At MetaMask, we are committed to delivering high-quality software. A key aspect of achieving this goal is through a robust testing strategy that includes both end-to-end (e2e), integration and unit tests. This document provides comprehensive guidelines on each testing type, emphasizing the importance of choosing the right test for the right scenario and detailing the specific practices for writing and organizing these tests.
At MetaMask, we are committed to delivering high-quality software. These guidelines describe how we use automated tests to maximize product quality while minimizing the cost of writing and maintaining tests.

Our automated tests fall into three general categories: end-to-end (e2e), integration and unit tests. This document provides comprehensive guidelines on each testing type, emphasizing the importance of choosing the right test for the right scenario and detailing the specific practices for writing and organizing these tests.

## Testing principles

What makes a good test? Here are some general principles.

### 1. Tests should describe expectations

What's the difference between a bug and a feature? A feature is expected, a bug is not.

If it's not clear what the code-under-test is supposed to do, it won't be clear what to do when the test fails either. Clear expectations are essential for an effective test.

### 2. Tests should catch bugs

This is the main purpose of tests. Take care to ensure that each test actually fails when the described expectation is not met.

### 3. Tests should not break often

It's expected that tests will break when we change the behavior or APIs under test. But if a test breaks often from refactors, or from changes to behavior or APIs not directly under test, it's sign that the test may be poorly designed.

Test breakages are expensive. We should do what we can to minimize them.

### 4. Tests should be easy to read

A test isn't effective if we can't understand why it failed. The more readable a test is, the faster we can fix it.

### 5. Tests should be easy to write

Some behaviors are inherently more complex than others, increasing the difficulty of testing them. But in general we want tests to be easy to write, so that we can keep costs low.

If a test is hard to write, consider that as a warning that you might be approaching the problem in a non-optimal way. Resist the urge to power through the work, and instead consider how redesigning the code-under-test or using a different testing strategy might save time.

### 6. Tests should be fast

Making tests faster has a dramatic improvement on productivity, reducing feedback loops.

What we consider "fast" depends on what the test does; what's fast for an end-to-end test might be slow for a unit test. But faster is always better, for all types of tests.

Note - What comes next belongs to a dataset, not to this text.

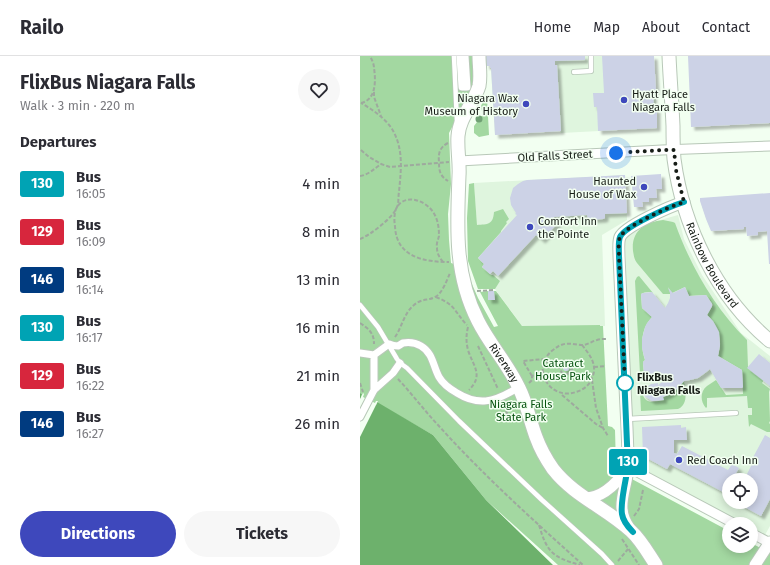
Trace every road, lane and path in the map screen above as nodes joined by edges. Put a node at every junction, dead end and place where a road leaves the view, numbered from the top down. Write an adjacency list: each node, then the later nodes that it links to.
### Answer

### 7. Tests should have a high return on investment

If a test doesn't align with the previous 6 principles, it's probably doing more harm than good. Consider deleting it.

That doesn't mean we should skip writing tests with it's too difficult. On the contrary; we have high expectations for quality, we don't have the luxury of writing only the easiest most valuable tests. We need to aim for total coverage.

But writing and maintaining bad tests is not the shortest path to complete test coverage. Our time is better spent writing good tests, and making investments that allow us to write more good tests. All code can be designed to be easy to test, and even the most complex test setup/teardown can be reasonably fast and easy to read/write with the right tools.

## What are unit tests?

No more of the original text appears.